DES MOINES — Iowa Department of Education Director Ryan Wise’s meetings typically deal with subjects like helping students read successfully and building teacher leadership skills.
More recently, however, he’s found himself in discussions about locks, surveillance, threat assessments and arming school personnel.
He has been tabbed by Gov. Kim Reynolds to lead a school safety review she initiated in the wake of the Feb. 14 Parkland, Fla., school shooting that left 17 dead.
While that event caused a sense of urgency, Wise said Iowa schools have been working on safety improvements for some time. So part of the review is identifying what already has been done by schools and “how can we lend more support and assistance to schools moving forward so they truly are safe environments for all kids.”

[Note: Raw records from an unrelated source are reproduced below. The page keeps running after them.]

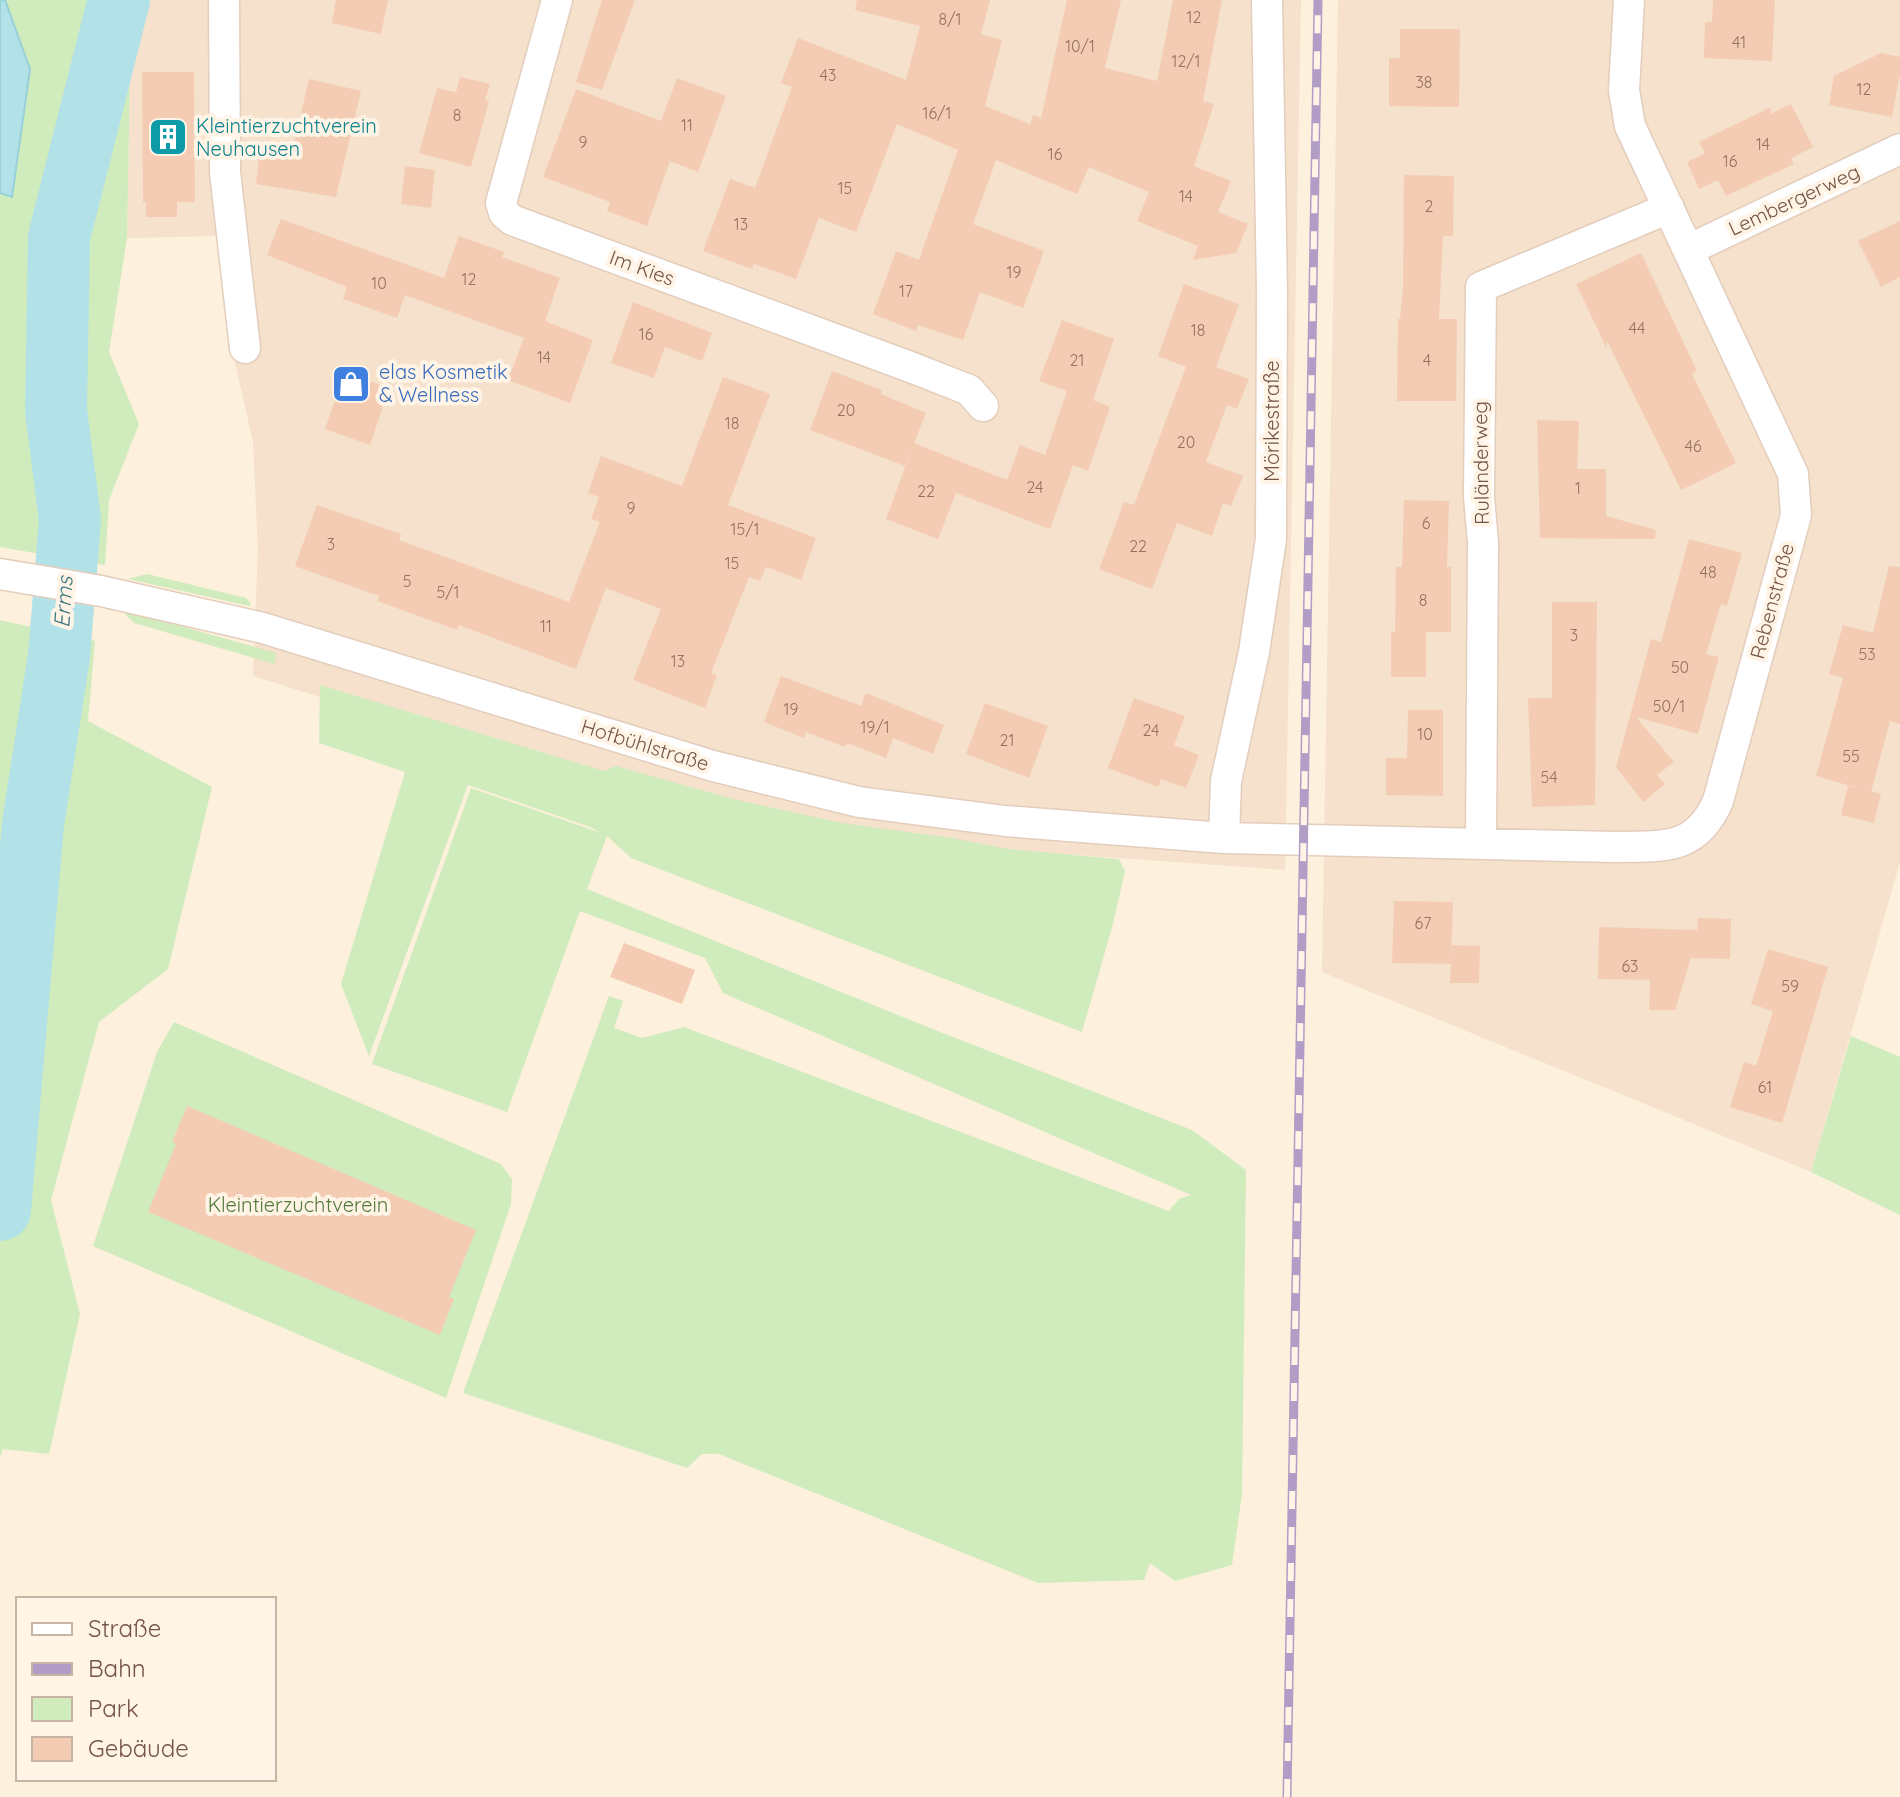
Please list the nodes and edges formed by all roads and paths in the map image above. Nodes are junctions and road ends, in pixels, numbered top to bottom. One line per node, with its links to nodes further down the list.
1 (224, 0): 8 (street)
2 (557, 0): 9 (street, Im Kies)
3 (1267, 0): 11 (street, Mörikestraße)
4 (1629, 0): 6 (street, Rebenstraße)
5 (1900, 149): 7 (street, Lembergerweg)
6 (1669, 208): 7 (street, Rebenstraße); 13 (street, Ruländerweg)
7 (1688, 250): 13 (street, Rebenstraße)
8 (245, 348)
9 (983, 406)
10 (0, 574): 11 (street, Hofbühlstraße)
11 (1224, 838): 12 (street, Hofbühlstraße)
12 (1304, 839): 13 (street, Rebenstraße)
13 (1481, 843)

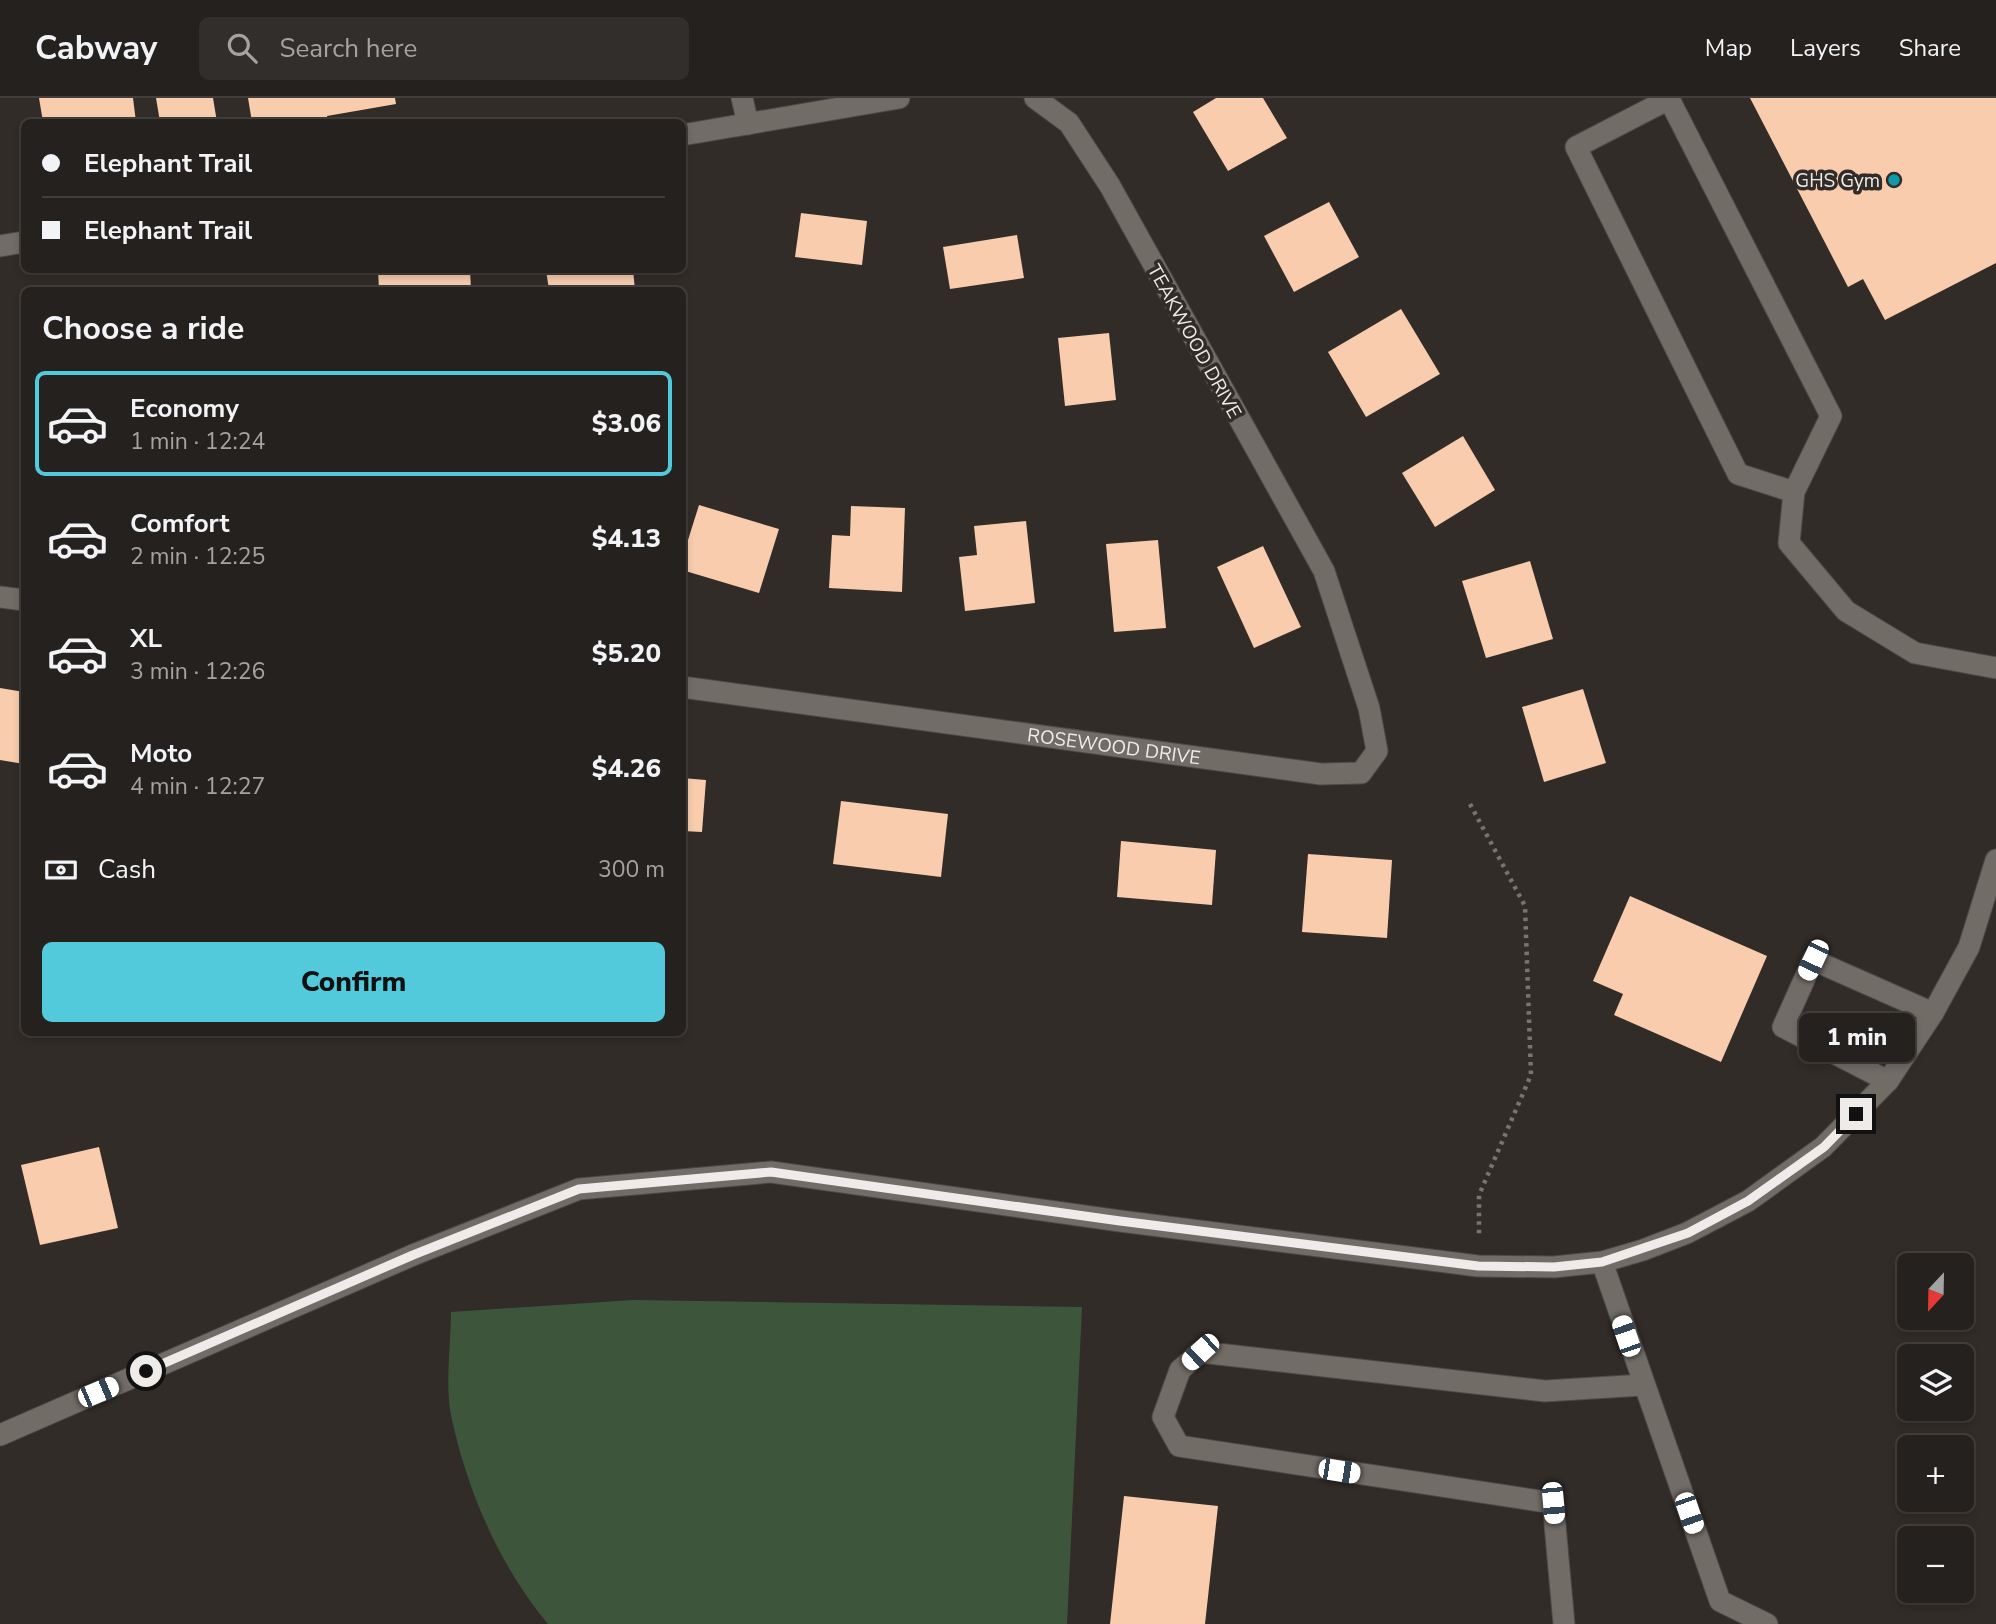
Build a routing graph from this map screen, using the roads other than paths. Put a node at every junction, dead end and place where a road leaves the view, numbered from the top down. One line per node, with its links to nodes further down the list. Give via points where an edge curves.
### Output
1 (742, 98): 4 (street)
2 (899, 98): 4 (street)
3 (1035, 98): 11 (street, TEAKWOOD DRIVE, via 1069,123 1110,186 1324,571)
4 (748, 124): 5 (street)
5 (686, 134)
6 (21, 242): 7 (street)
7 (0, 246)
8 (1794, 492): 8 (street, via 1831,416 1669,99 1576,147 1738,474); 12 (street, via 1789,543 1846,611 1915,653)
9 (0, 597): 10 (street)
10 (21, 600)
11 (1334, 600): 13 (street, ROSEWOOD DRIVE, via 1369,708 1377,751 1361,773 1321,774)
12 (1996, 668)
13 (686, 688)
14 (1996, 860): 15 (street, via 1969,947)
15 (1933, 1013): 16 (street); 16 (street, via 1813,960 1783,1027)
16 (1888, 1081): 17 (street, via 1824,1147 1748,1201 1688,1233)
17 (1602, 1262): 18 (street); 19 (street, via 1478,1266 771,1172 579,1189 413,1255)
18 (1643, 1385): 20 (street, via 1545,1391 1200,1352 1180,1370 1163,1417 1179,1446 1553,1503); 21 (street, via 1720,1601)
19 (0, 1435)
20 (1564, 1624)
21 (1767, 1624)

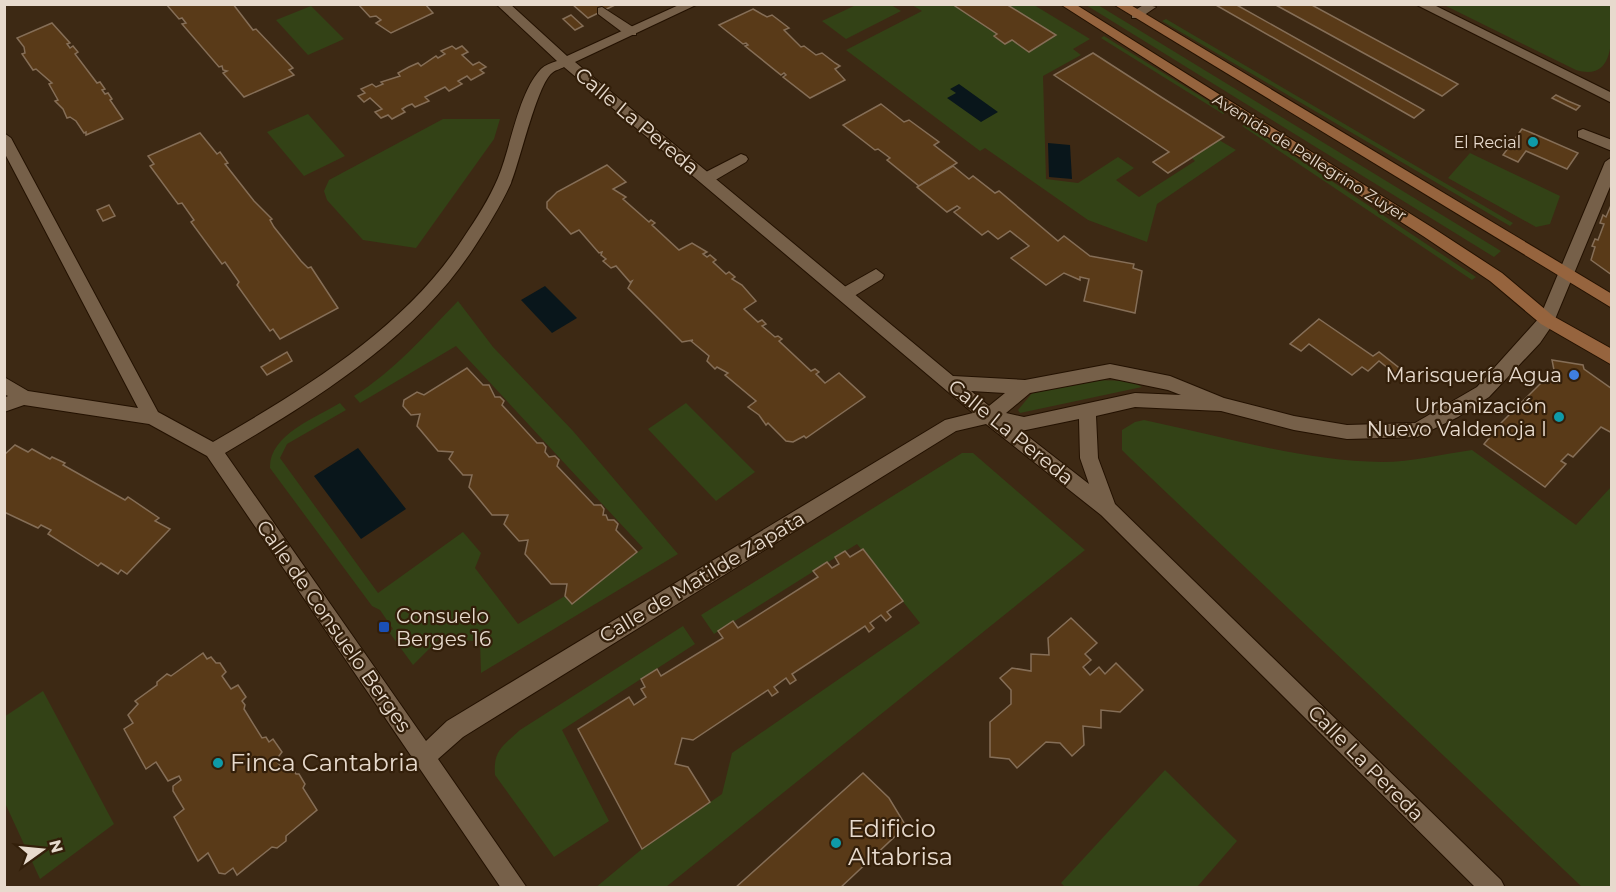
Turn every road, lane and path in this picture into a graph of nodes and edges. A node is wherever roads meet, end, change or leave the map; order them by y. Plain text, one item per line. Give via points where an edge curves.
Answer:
1 (502, 4) edge
2 (692, 4) edge
3 (1066, 4) edge
4 (1119, 4) edge
5 (1421, 4) edge
6 (1150, 6) dead end
7 (602, 11) dead end
8 (1136, 15) junction
9 (631, 32) junction
10 (566, 61) junction
11 (1611, 99) edge
12 (1583, 134) dead end
13 (4, 138) edge
14 (1611, 146) edge
15 (741, 159) dead end
16 (1611, 162) edge
17 (706, 178) junction
18 (876, 275) dead end
19 (1566, 277) junction
20 (845, 294) junction
21 (1611, 302) edge
22 (1547, 320) junction
23 (1611, 358) edge
24 (950, 383) junction
25 (4, 384) edge
26 (1025, 387) junction
27 (24, 398) junction
28 (4, 405) edge
29 (1221, 405) junction
30 (1087, 410) junction
31 (988, 416) junction
32 (152, 417) junction
33 (213, 451) junction
34 (1108, 509) junction
35 (425, 756) junction
36 (515, 888) edge
37 (1493, 888) edge

1 - 10 street, Calle La Pereda
2 - 9 street
3 - 22 main road, Avenida de Pellegrino Zuyer via 1428,232 1496,277
4 - 8 main road, Avenida de Pellegrino Zuyer
5 - 11 street
6 - 8 street
7 - 9 street
8 - 19 main road, Avenida de Pellegrino Zuyer
9 - 10 street
10 - 17 street, Calle La Pereda
10 - 33 street via 540,79 497,196 483,224 445,277 329,379
12 - 14 street
13 - 32 street
15 - 17 street
16 - 19 street
17 - 20 street, Calle La Pereda
18 - 20 street
19 - 21 main road, Avenida de Pellegrino Zuyer
19 - 22 street
20 - 24 street, Calle La Pereda
22 - 23 main road, Avenida de Pellegrino Zuyer
22 - 29 street via 1483,392 1417,430 1347,432
24 - 26 street
24 - 31 street, Calle La Pereda
25 - 27 street, Calle de Consuelo Berges
26 - 29 street via 1110,371 1170,383
26 - 31 street
27 - 28 street, Calle de Consuelo Berges
27 - 32 street, Calle de Consuelo Berges
29 - 30 street via 1135,400
30 - 31 street via 1024,424
30 - 34 street via 1089,458
31 - 34 street, Calle La Pereda
31 - 35 street, Calle de Matilde Zapata via 951,424 455,729
32 - 33 street, Calle de Consuelo Berges
33 - 35 street, Calle de Consuelo Berges
34 - 37 street, Calle La Pereda
35 - 36 street, Calle de Consuelo Berges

Since the Sandy Hook school shooting, where 20 children and six staff members were shot and killed in 2010, ”we’ve never stopped,” Wise said. “I think we’re probably further ahead as a state and further ahead in our school buildings than a lot of people have realized.”
The work schools have done “tends to fly under the radar in the absence of high-profile events. It just becomes a natural part of the work of schools,” Wise said.
So he and the directors of the state departments of Homeland Security and Emergency Management, Human Services and Public Safety “are really building off good work that has been happening for several years,” he said.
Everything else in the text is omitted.